Fashion sense aside, the 26-year-old Minnesota native has become a rising star in the world of long distance running. His transition from marathon unknown to marathon somebody took place at the aforementioned New York City Marathon, the site of the 2001 U.S. Men's Marathon Championships.

Lundstrom proved to himself that he could compete with the top U.S. runners, crossing the finish line third among Americans and 16th overall in the personal best time of 2:18:08. Not world class just yet, but not bad for someone running in his second marathon. "The New York City Marathon was such a huge breakthrough for me," says Lundstrom. "I felt I was right on pace the whole time and everything was feeling so natural and easy. It's as close to a perfect race as I have run."

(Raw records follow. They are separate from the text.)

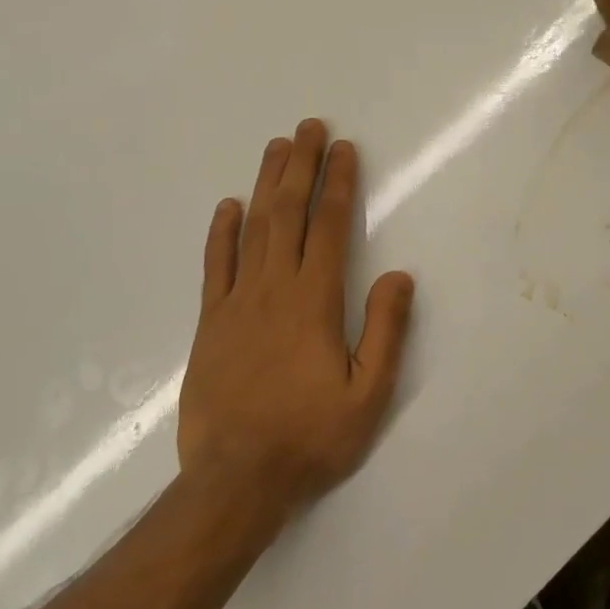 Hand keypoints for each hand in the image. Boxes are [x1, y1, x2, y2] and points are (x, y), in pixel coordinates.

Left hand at [177, 120, 414, 518]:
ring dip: (266, 184)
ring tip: (276, 147)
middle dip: (301, 165)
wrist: (235, 482)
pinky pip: (215, 267)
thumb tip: (399, 275)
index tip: (344, 148)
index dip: (338, 182)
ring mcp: (236, 303)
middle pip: (288, 212)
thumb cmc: (310, 437)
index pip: (328, 225)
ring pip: (252, 229)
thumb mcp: (368, 395)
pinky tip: (227, 206)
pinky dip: (221, 233)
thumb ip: (386, 331)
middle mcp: (273, 288)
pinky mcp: (210, 323)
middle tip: (309, 126)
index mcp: (314, 300) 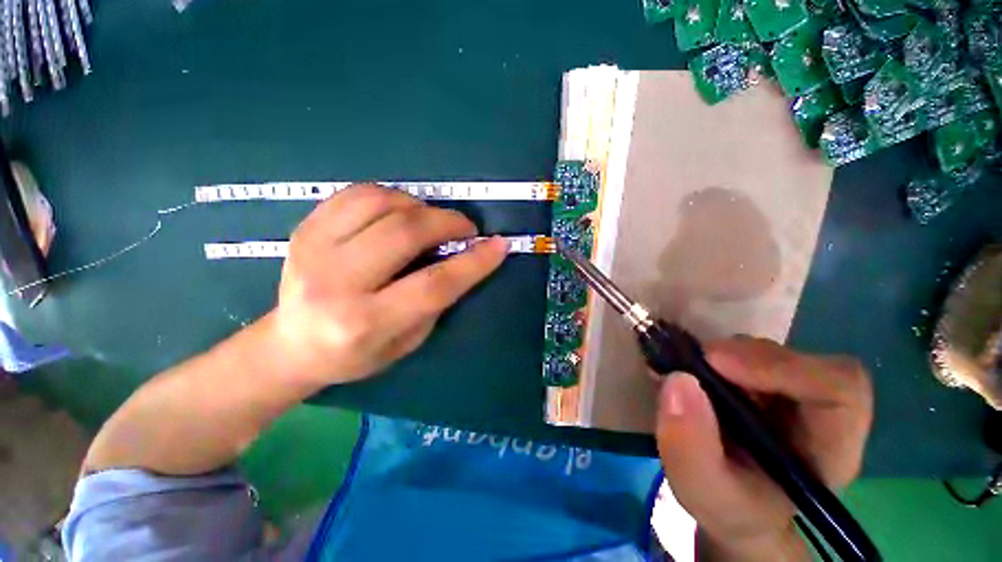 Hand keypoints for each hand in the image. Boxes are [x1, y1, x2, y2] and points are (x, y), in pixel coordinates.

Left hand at [269, 184, 507, 386]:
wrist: (291, 344)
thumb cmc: (356, 354)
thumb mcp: (408, 342)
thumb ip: (436, 301)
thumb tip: (464, 259)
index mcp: (365, 323)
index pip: (433, 284)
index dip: (474, 262)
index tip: (499, 245)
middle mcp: (336, 283)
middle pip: (405, 234)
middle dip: (447, 223)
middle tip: (465, 229)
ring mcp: (314, 249)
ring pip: (381, 203)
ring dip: (420, 207)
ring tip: (432, 221)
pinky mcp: (305, 228)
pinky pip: (357, 194)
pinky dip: (392, 197)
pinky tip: (402, 212)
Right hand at [655, 337, 872, 560]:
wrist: (731, 507)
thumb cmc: (729, 509)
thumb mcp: (705, 493)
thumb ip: (690, 448)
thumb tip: (677, 379)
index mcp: (829, 445)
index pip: (839, 386)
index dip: (781, 365)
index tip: (714, 362)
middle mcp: (817, 409)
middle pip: (795, 359)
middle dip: (737, 357)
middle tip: (688, 363)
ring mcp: (788, 390)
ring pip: (761, 352)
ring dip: (717, 355)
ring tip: (682, 371)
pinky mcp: (759, 381)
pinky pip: (738, 353)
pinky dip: (706, 355)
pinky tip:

Perfection, that's pretty much how Lundstrom feels the union is between him and the sport he loves. He believes he was born to run. "When I first started running in 8th grade at Northfield, I immediately loved it and knew I would be good at it. Then I went to college at Stanford and helped the Cardinals win an NCAA cross country title. As I've gotten older, nothing's really changed. I love the training, the endless miles, and all the work that goes into preparing for a marathon."

Lundstrom's decision to return to his home state and train with Team USA Minnesota has fueled his ascension on the marathon map. Head Coach Dennis Barker says Lundstorm is making great strides. "Chris' biggest strength is his mental ability to stick with it for long distance races. The main thing that I'm working on is his consistency, and to help him cover the distance quicker. He was a good 5k and 10k runner in college, and now it's just extending that a little bit further."

That approach is working. Lundstrom has lowered all his times and considers himself to be a much more consistent runner and is in the best shape of his life. Still, he says, he hasn't had that race where he's felt on fire. "After New York, I expected every race to be a huge breakthrough, and when that didn't happen it was frustrating. But I've gotten faster and hopefully I'll have another breakthrough race at the Twin Cities Marathon, (this year's site for the U.S Men's Marathon Championships). It would be pretty incredible to do well with your home state cheering you on."

In the not too distant future, the Olympic Trials loom. While he would love to win a spot and run for the U.S. team at the 2004 Summer Games in Athens, Greece, Lundstrom doesn't obsess over it. "If I continue to train hard, and get my time down below 2:15, I'll have a shot at it and everything will take care of itself." says Lundstrom. "The main reason I run is for the enjoyment. If I don't run, I'm not a happy person. Running has always given me peace of mind."

And just maybe something gold, silver, or bronze to wear with that red bandana.